**DIRECTIONS FOR THIS TASK**
Would you return the listing that follows exactly, leaving its pictures behind?

**DATA FOR REVIEW**
..............................
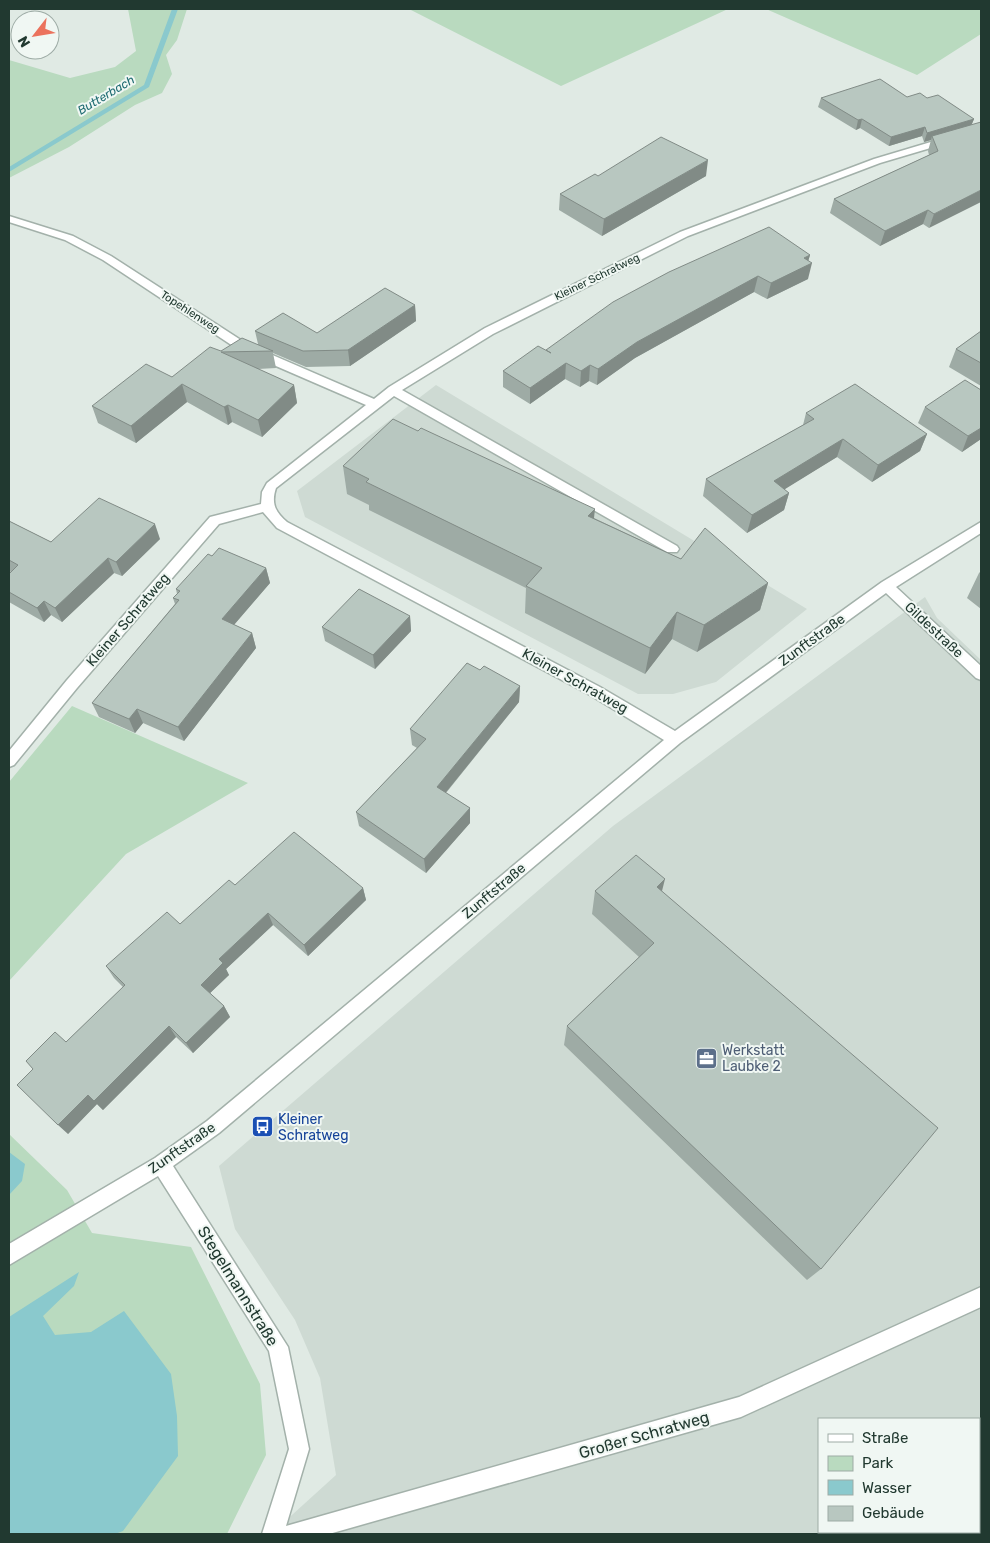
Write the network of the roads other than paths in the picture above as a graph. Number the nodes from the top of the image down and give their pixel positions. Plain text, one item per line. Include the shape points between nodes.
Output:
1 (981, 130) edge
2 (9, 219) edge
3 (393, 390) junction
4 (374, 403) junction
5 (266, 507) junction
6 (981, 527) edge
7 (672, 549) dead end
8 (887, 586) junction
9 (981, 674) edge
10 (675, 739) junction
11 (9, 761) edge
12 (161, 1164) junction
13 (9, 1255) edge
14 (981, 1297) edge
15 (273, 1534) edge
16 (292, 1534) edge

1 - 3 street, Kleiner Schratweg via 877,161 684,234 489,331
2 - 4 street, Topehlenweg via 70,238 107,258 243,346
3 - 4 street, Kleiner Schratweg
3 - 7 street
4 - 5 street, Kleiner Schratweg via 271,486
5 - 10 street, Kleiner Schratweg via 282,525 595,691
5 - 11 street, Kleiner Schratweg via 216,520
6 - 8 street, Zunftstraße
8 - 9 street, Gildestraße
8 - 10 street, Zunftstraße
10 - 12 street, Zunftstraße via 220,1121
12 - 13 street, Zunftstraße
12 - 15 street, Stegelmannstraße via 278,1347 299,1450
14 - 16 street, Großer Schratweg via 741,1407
..............................
**EXERCISE ANSWER**
Write the network of the roads other than paths in the picture above as a graph. Number the nodes from the top of the image down and give their pixel positions. Plain text, one item per line. Include the shape points between nodes.
Output:
1 (981, 130) edge
2 (9, 219) edge
3 (393, 390) junction
4 (374, 403) junction
5 (266, 507) junction
6 (981, 527) edge
7 (672, 549) dead end
8 (887, 586) junction
9 (981, 674) edge
10 (675, 739) junction
11 (9, 761) edge
12 (161, 1164) junction
13 (9, 1255) edge
14 (981, 1297) edge
15 (273, 1534) edge
16 (292, 1534) edge

1 - 3 street, Kleiner Schratweg via 877,161 684,234 489,331
2 - 4 street, Topehlenweg via 70,238 107,258 243,346
3 - 4 street, Kleiner Schratweg
3 - 7 street
4 - 5 street, Kleiner Schratweg via 271,486
5 - 10 street, Kleiner Schratweg via 282,525 595,691
5 - 11 street, Kleiner Schratweg via 216,520
6 - 8 street, Zunftstraße
8 - 9 street, Gildestraße
8 - 10 street, Zunftstraße
10 - 12 street, Zunftstraße via 220,1121
12 - 13 street, Zunftstraße
12 - 15 street, Stegelmannstraße via 278,1347 299,1450
14 - 16 street, Großer Schratweg via 741,1407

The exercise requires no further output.